At ContentMine we're doing something totally complementary to this. Some of the tools will overlap and we should be sharing what we're doing. For example, I've been working on a standardised declarative JSON-XPath scraper definition format and a subset of it for academic journal scraping. I've been building a library of ScraperJSON definitions for academic publisher sites, and I've converged on some formats that work for a majority of publishers with no modification (because they silently follow undocumented standards like the HighWire metadata). We've got a growing community of volunteers who will keep the definitions up to date for hundreds or thousands of journals. If you also use our scraper definitions for your metadata you'll get all the publishers for free.
Our goal initially is to scrape the entire literature (we have TOCs for 23,000 journals) as it is published every day. We then use natural language and image processing tools to extract uncopyrightable facts from the full texts, and republish those facts in open streams. For example we can capture all phylogenetic trees, reverse engineer the newick format from images, and submit them to the Tree Of Life. Or we can find all new mentions of endangered species and submit updates to the IUCN Red List. There's a ton of other interesting stuff downstream (e.g. automatic fraud detection, data streams for any conceivable subject of interest in the scientific literature).

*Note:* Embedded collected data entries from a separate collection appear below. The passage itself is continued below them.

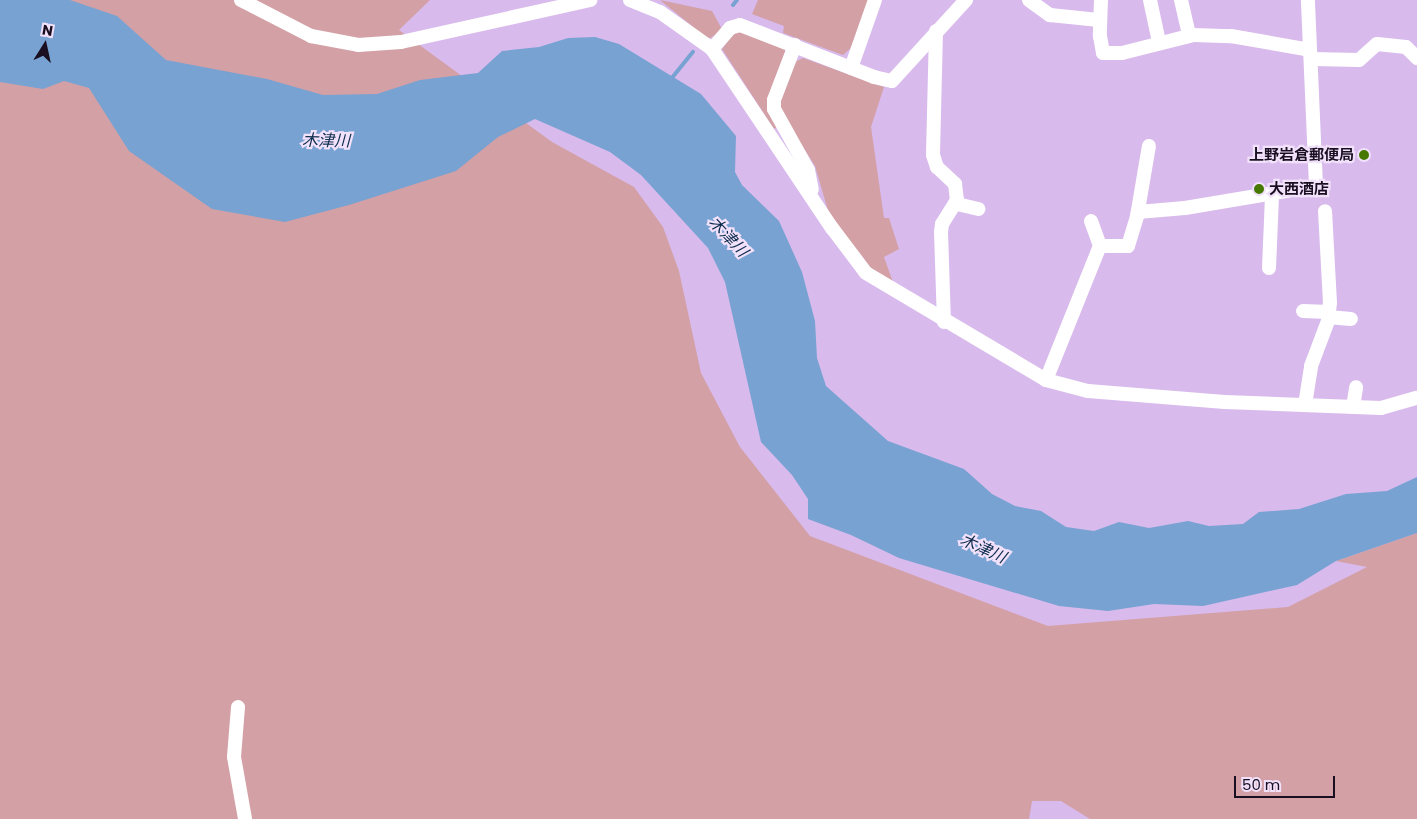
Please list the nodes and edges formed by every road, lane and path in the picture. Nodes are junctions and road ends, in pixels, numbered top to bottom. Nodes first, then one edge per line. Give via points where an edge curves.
1 (241, 0) edge
2 (590, 0) edge
3 (630, 0) edge
4 (875, 0) edge
5 (966, 0) edge
6 (1029, 0) edge
7 (1101, 0) edge
8 (1150, 0) edge
9 (1181, 0) edge
10 (1308, 0) edge
11 (1099, 20) junction
12 (936, 31) junction
13 (1189, 36) junction
14 (1159, 42) junction
15 (795, 45) junction
16 (712, 49) junction
17 (1311, 54) junction
18 (1417, 58) edge
19 (851, 68) junction
20 (1149, 146) dead end
21 (1272, 195) junction
22 (812, 196) junction
23 (957, 204) junction
24 (978, 209) dead end
25 (1326, 211) dead end
26 (1138, 212) junction
27 (1091, 221) dead end
28 (1100, 246) junction
29 (1269, 268) dead end
30 (1303, 311) dead end
31 (1329, 314) junction
32 (1351, 319) dead end
33 (944, 322) junction
34 (1046, 380) junction
35 (1356, 387) dead end
36 (1417, 398) edge
37 (1305, 405) junction
38 (1353, 407) junction
39 (238, 707) dead end
40 (245, 819) edge

1 - 2 street via 311,36 358,45 401,42
3 - 16 street via 660,12
4 - 19 street
5 - 12 street
6 - 11 street via 1050,15
7 - 11 street
8 - 14 street
9 - 13 street
10 - 17 street
11 - 14 street via 1104,53 1122,53
12 - 19 street via 892,81
12 - 23 street via 933,155 937,168 955,184
13 - 14 street
13 - 17 street via 1232,36
15 - 16 street via 735,25
15 - 19 street
15 - 22 street via 774,100 774,109 808,170
16 - 22 street
17 - 18 street via 1359,60 1378,44 1406,47
17 - 21 street via 1316,186
20 - 26 street
21 - 26 street
21 - 29 street
22 - 33 street via 866,273
23 - 24 street
23 - 33 street via 945,219 941,232
25 - 31 street
26 - 28 street via 1128,246
27 - 28 street
28 - 34 street
30 - 31 street
31 - 32 street
31 - 37 street via 1311,366
33 - 34 street
34 - 37 street via 1088,391
35 - 38 street
36 - 38 street via 1382,408
37 - 38 street
39 - 40 street via 234,764

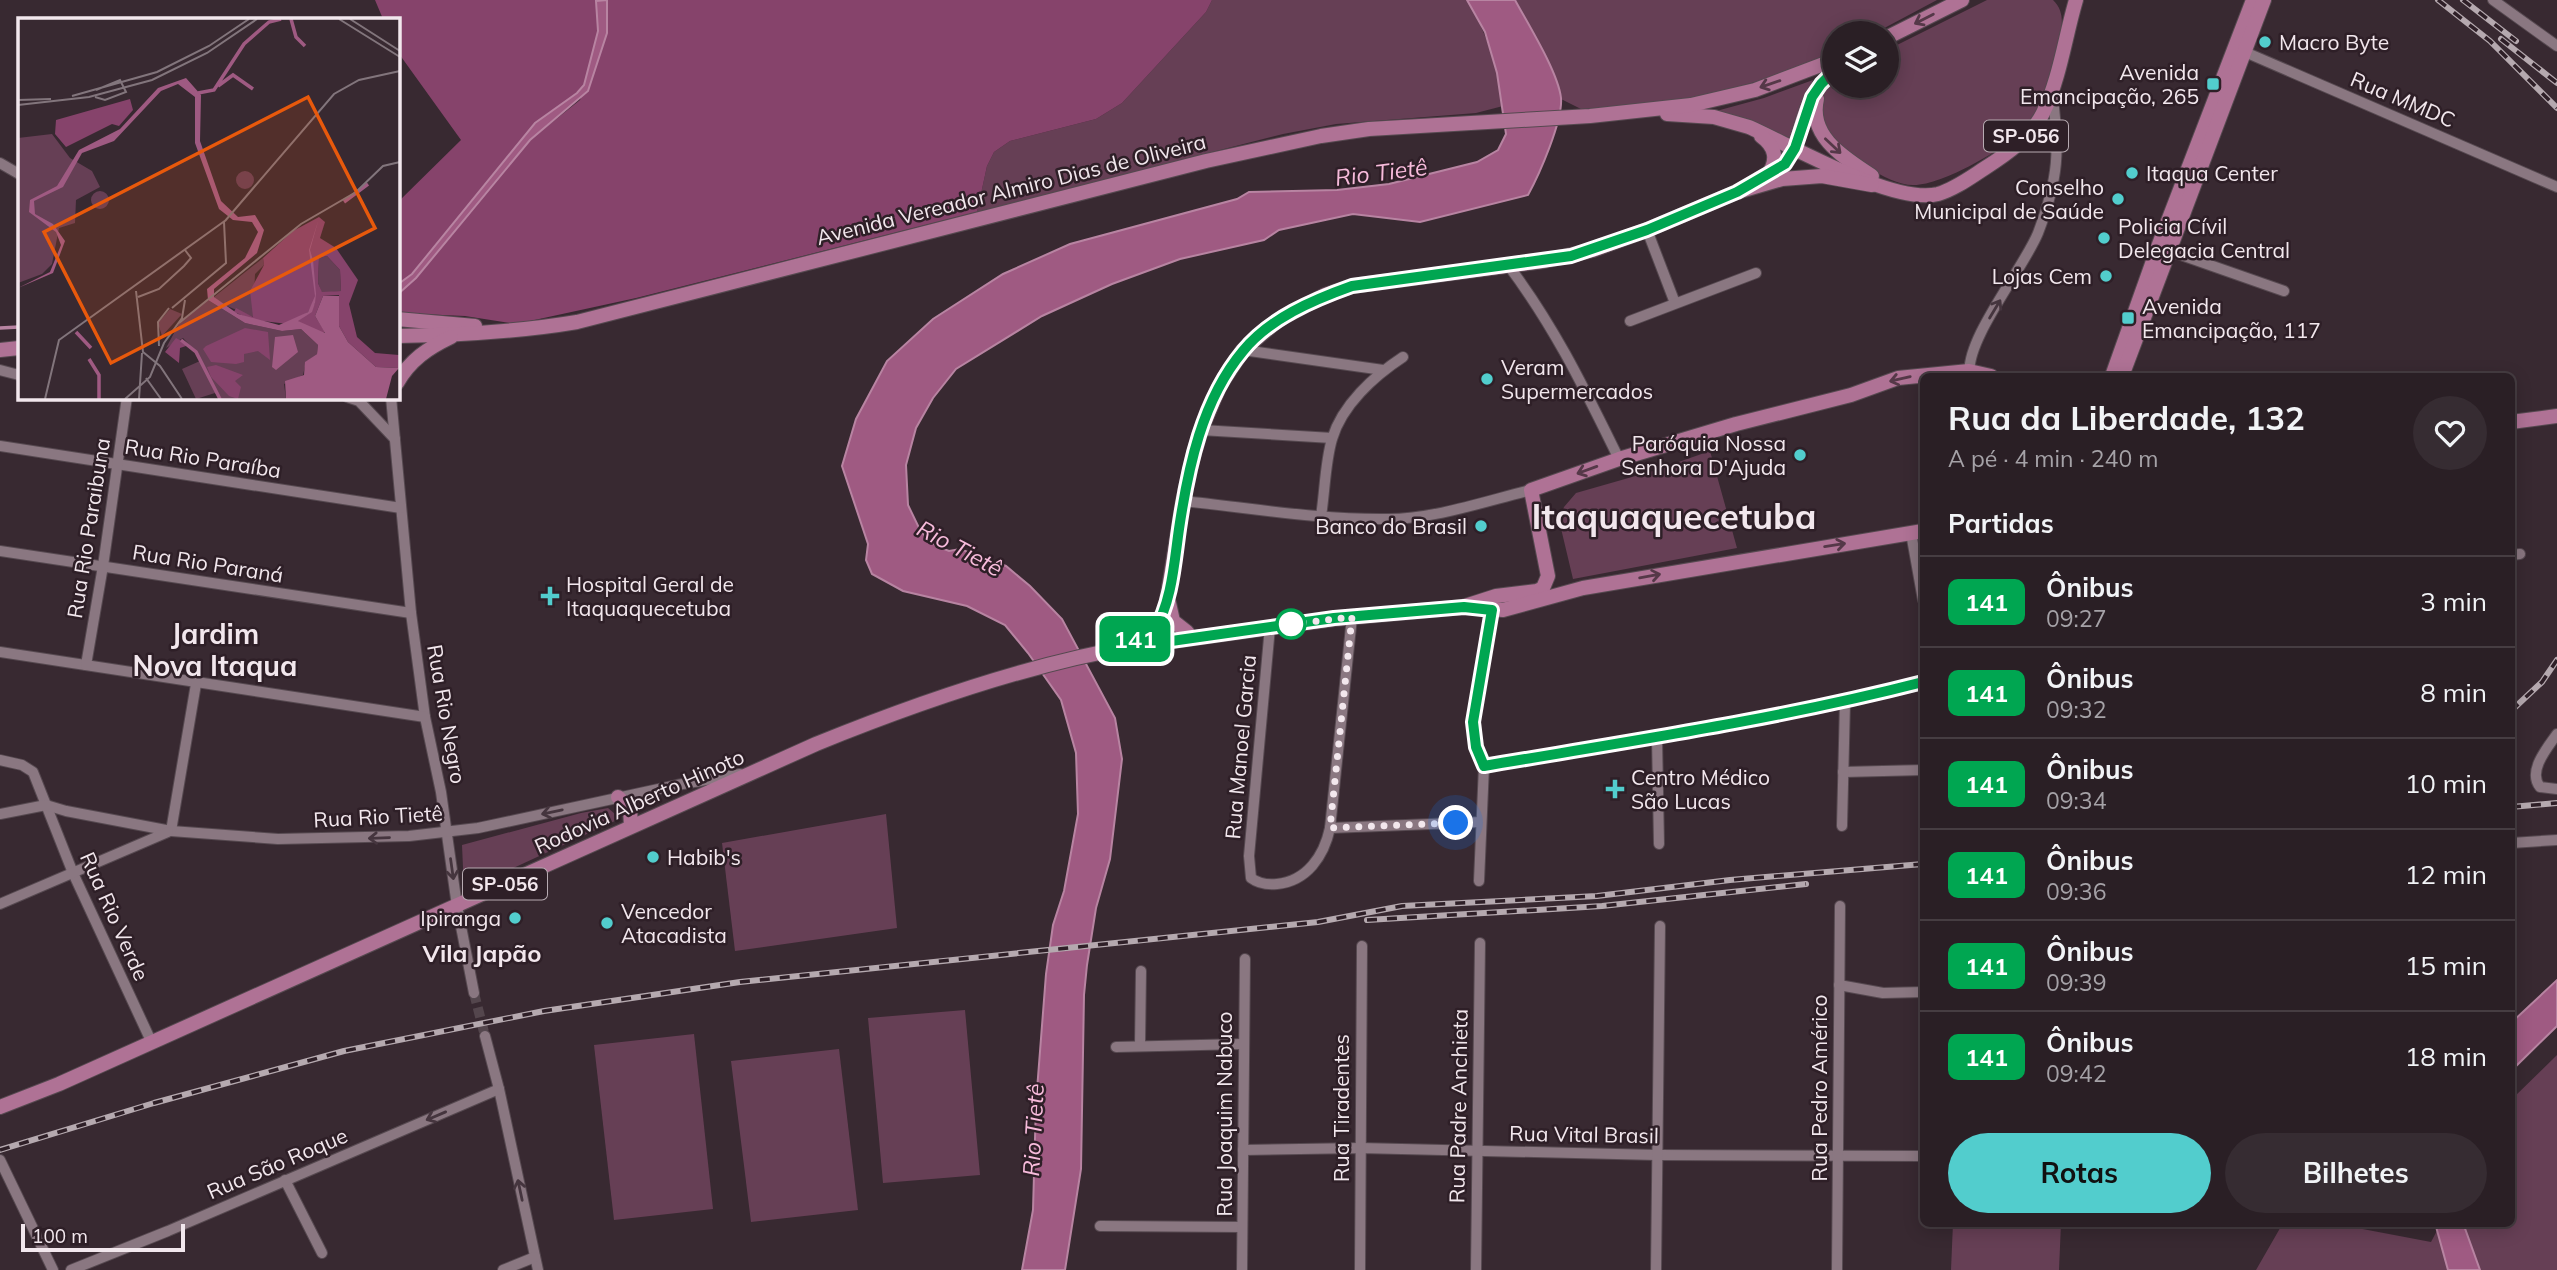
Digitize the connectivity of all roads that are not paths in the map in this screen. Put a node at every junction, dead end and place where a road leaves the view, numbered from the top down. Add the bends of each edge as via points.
1 (1962, 0) edge
2 (2064, 0) edge
3 (2076, 0) edge
4 (2253, 0) edge
5 (2264, 0) edge
6 (2493, 0) edge
7 (2068, 27) junction
8 (1899, 32) edge
9 (2557, 47) edge
10 (2239, 49) junction
11 (1822, 65) edge
12 (1821, 84) joint
13 (2052, 92) junction
14 (1641, 112) junction
15 (1749, 127) junction
16 (1795, 148) junction
17 (0, 163) edge
18 (18, 173) edge
19 (1767, 176) junction
20 (1872, 185) junction
21 (2557, 187) edge
22 (1737, 192) junction
23 (1898, 192) junction
24 (1647, 230) junction
25 (2163, 249) junction
26 (1508, 265) junction
27 (1756, 273) dead end
28 (2284, 292) dead end
29 (1675, 303) junction
30 (399, 319) edge
31 (1630, 321) dead end
32 (515, 330) junction
33 (399, 335) edge
34 (456, 335) junction
35 (18, 348) edge
36 (0, 350) edge
37 (1243, 350) junction
38 (1403, 358) dead end
39 (0, 369) edge
40 (1383, 370) junction
41 (1970, 373) edge
42 (2113, 373) edge
43 (2123, 373) edge
44 (18, 375) edge
45 (1920, 377) edge
46 (399, 380) edge
47 (127, 399) edge
48 (363, 399) edge
49 (391, 399) edge
50 (2557, 416) edge
51 (2515, 421) edge
52 (1201, 430) junction
53 (1332, 438) junction
54 (395, 439) junction
55 (0, 446) edge
56 (1619, 459) junction
57 (118, 464) junction
58 (1531, 490) junction
59 (1183, 500) junction
60 (401, 508) junction
61 (1321, 516) junction
62 (1917, 532) edge
63 (0, 551) edge
64 (103, 566) junction
65 (1920, 566) edge
66 (1548, 576) junction
67 (1583, 588) junction
68 (1529, 592) junction
69 (1168, 598) junction
70 (1464, 607) junction
71 (1492, 610) junction
72 (411, 612) junction
73 (1352, 617) junction
74 (1270, 627) junction
75 (1236, 631) junction
76 (1154, 632) junction
77 (1187, 632) junction
78 (1135, 646) junction
79 (1111, 650) junction
80 (0, 652) edge
81 (86, 665) junction
82 (1920, 683) edge
83 (196, 684) junction
84 (1845, 702) junction
85 (425, 717) junction
86 (2557, 734) edge
87 (1657, 738) junction
88 (0, 760) edge
89 (1484, 766) junction
90 (1920, 770) edge
91 (756, 772) junction
92 (1843, 772) junction
93 (2557, 789) edge
94 (618, 797) junction
95 (46, 804) junction
96 (0, 814) edge
97 (1481, 822) junction
98 (631, 826) junction
99 (1842, 826) dead end
100 (1330, 828) junction
101 (171, 831) junction
102 (447, 832) junction
103 (2557, 840) edge
104 (2515, 843) edge
105 (1659, 844) dead end
106 (72, 873) junction
107 (1479, 881) dead end
108 (0, 904) edge
109 (457, 906) junction
110 (1840, 906) dead end
111 (1660, 926) dead end
112 (1480, 943) dead end
113 (1362, 946) dead end
114 (1245, 959) dead end
115 (1141, 971) dead end
116 (1839, 985) junction
117 (1920, 992) edge
118 (474, 993) tunnel mouth
119 (485, 1036) tunnel mouth
120 (151, 1041) junction
121 (1243, 1044) junction
122 (1140, 1045) junction
123 (1116, 1047) dead end
124 (499, 1089) junction
125 (0, 1107) edge
126 (1360, 1148) junction
127 (1243, 1150) junction
128 (1476, 1152) junction
129 (1838, 1154) junction
130 (1657, 1155) junction
131 (1920, 1156) edge
132 (0, 1160) edge
133 (285, 1180) junction
134 (1100, 1226) dead end
135 (1242, 1227) junction
136 (322, 1253) dead end
137 (535, 1257) junction
138 (53, 1270) edge
139 (71, 1270) edge
140 (503, 1270) edge
141 (538, 1270) edge
142 (1242, 1270) edge
143 (1360, 1270) edge
144 (1476, 1270) edge
145 (1656, 1270) edge
146 (1837, 1270) edge

1 -> 8 main road
2 - 7 main road
3 - 7 main road, SP-056
4 - 10 main road
5 - 10 main road
6 - 9 street
7 - 13 main road, SP-056
10 - 21 street, Rua MMDC
10 - 25 main road
11 -> 14 main road, Avenida Vereador Almiro Dias de Oliveira via 1733,96
12 - 16 main road, SP-056
12 -> 23 main road via 1816,120 1827,143
13 - 23 main road, SP-056 via 2030,132 1993,163 1938,194
41 -> 13 street via 1980,334 2038,233 2055,180 2059,136
14 - 15 main road, Avenida Vereador Almiro Dias de Oliveira via 1714,117
14 - 32 main road, Avenida Vereador Almiro Dias de Oliveira via 1321,136 1206,161 577,322
15 - 16 main road, Avenida Vereador Almiro Dias de Oliveira
15 - 19 main road via 1766,139 1774,152 1774,165
16 - 19 main road, SP-056 via 1785,164
16 - 20 main road, Avenida Vereador Almiro Dias de Oliveira
17 - 18 street
19 - 22 main road, SP-056
20 - 22 main road, SP-056 via 1807,176
20 - 23 main road, SP-056
22 - 24 main road, SP-056
24 - 26 main road, SP-056 via 1571,256
24 - 29 street
25 - 28 street
25 - 42 main road
25 - 43 main road
26 - 37 main road, SP-056 via 1352,286 1296,309
26 - 56 street via 1563,346
27 - 29 street
29 - 31 street
30 - 32 main road
32 - 34 main road, Avenida Vereador Almiro Dias de Oliveira
33 - 34 main road, Avenida Vereador Almiro Dias de Oliveira
34 - 46 main road via 430,347
35 - 36 main road
37 - 40 street
37 - 52 main road, SP-056 via 1220,385
38 - 40 street
39 - 44 street
40 - 53 street via 1354,399
45 -> 56 main road via 1898,378
47 - 57 street, Rua Rio Paraibuna
48 - 54 street
49 - 54 street, Rua Rio Negro
50 - 51 main road
52 - 53 street
52 - 59 main road, SP-056
53 - 61 street
54 - 60 street, Rua Rio Negro
55 - 57 street, Rua Rio Paraíba
56 -> 58 main road
57 - 60 street, Rua Rio Paraíba
57 - 64 street, Rua Rio Paraibuna
58 - 61 street via 1409,518
58 - 66 main road
59 - 61 street
59 - 69 main road, SP-056
60 - 72 street, Rua Rio Negro
62 - 65 street
67 -> 62 main road
63 - 64 street, Rua Rio Paraná
64 - 72 street, Rua Rio Paraná
64 - 81 street, Rua Rio Paraibuna
66 - 67 main road via 1563,586
66 - 68 main road via 1543,588
67 - 71 main road
68 - 70 main road via 1496,596
68 - 71 main road
69 - 76 main road, SP-056
69 - 77 main road via 1173,621
70 - 71 main road
70 - 73 main road
71 - 89 street via 1473,722
72 - 85 street, Rua Rio Negro
73 - 74 main road
73 - 100 street
74 - 75 main road
74 - 100 street, Rua Manoel Garcia via 1251,878 1263,884 1288,883 1300,876 1321,854
75 - 77 main road
75 - 78 main road
76 - 77 main road
76 - 78 main road, Rodovia Alberto Hinoto / SP-056
76 - 79 main road, Rodovia Alberto Hinoto / SP-056
78 - 79 main road, Rodovia Alberto Hinoto / SP-056
79 - 91 main road, Rodovia Alberto Hinoto / SP-056 via 906,708
80 - 81 street
81 - 83 street
82 - 84 street
83 - 85 street
83 - 101 street
84 - 87 street
84 - 92 street
85 - 102 street, Rua Rio Negro
86 - 93 street via 2536,768 2536,783
87 - 89 street
87 - 105 street
88 - 95 street, Rua Rio Verde via 33,772
89 - 97 street
90 - 92 street
91 - 94 street, Rua Rio Tietê
91 - 98 main road, Rodovia Alberto Hinoto / SP-056
92 - 99 street
94 - 98 main road via 630,809
94 -> 102 street, Rua Rio Tietê
95 - 96 street, Rua Rio Tietê
95 - 101 street, Rua Rio Tietê
95 - 106 street, Rua Rio Verde
97 - 100 street
97 - 107 street
98 - 109 main road, Rodovia Alberto Hinoto / SP-056
102 -> 101 street, Rua Rio Tietê via 278,839
101 - 106 street
102 -> 109 street, Rua Rio Negro
103 - 104 street
106 - 108 street
106 - 120 street, Rua Rio Verde
109 - 118 street, Rua Rio Negro
109 - 120 main road, Rodovia Alberto Hinoto / SP-056
110 - 116 street, Rua Pedro Américo
111 - 130 street
112 - 128 street, Rua Padre Anchieta
113 - 126 street, Rua Tiradentes
114 - 121 street, Rua Joaquim Nabuco
115 - 122 street
116 - 117 street via 1883,993
116 - 129 street, Rua Pedro Américo
119 - 124 street
120 - 125 main road, Rodovia Alberto Hinoto / SP-056
121 - 122 street
121 - 127 street, Rua Joaquim Nabuco
122 - 123 street
124 -> 133 street, Rua São Roque
137 -> 124 street
126 - 127 street, Rua Vital Brasil
126 - 128 street, Rua Vital Brasil
126 - 143 street, Rua Tiradentes
127 - 135 street, Rua Joaquim Nabuco
128 - 130 street, Rua Vital Brasil
128 - 144 street, Rua Padre Anchieta
129 - 130 street, Rua Vital Brasil
129 - 131 street, Rua Vital Brasil
129 - 146 street, Rua Pedro Américo
130 - 145 street
132 - 138 street
133 - 136 street
133 - 139 street, Rua São Roque
134 - 135 street
135 - 142 street, Rua Joaquim Nabuco
137 - 140 street
137 - 141 street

I have a question. Why are you saying you'll never do full texts? You could index all CC-BY and better full texts completely legally, and this would greatly expand the literature search power.
I realized you and your team (Peter et al.) have been working on a project in a similar space, and was hoping there would some beneficial overlap. It looks like there is! The ScraperJSON definitions for publishers sounds like exactly what Scholar Ninja needs. Let's chat soon :)
Thanks you for the quick description of ContentMine, the more awareness about this projects, the better. I've talked to Peter Murray-Rust on a few occasions and have to say that what you are doing with ContentMine is phenomenal and I wish you all the best. I hope you'll see that our projects are complimentary rather than competitive.
About indexing full texts: We do generate keyword indexes based on full texts, but we do not add this full text to the network. I hope you can see what I'm saying: you can still search through full text, but you can't access full text, it doesn't exist on the network, only a keyword: [entry1, entry2,...] index exists. One improvement to Scholar Ninja for open access articles would be the ability to show snippets, like Google Scholar does; it's on the mental TODO.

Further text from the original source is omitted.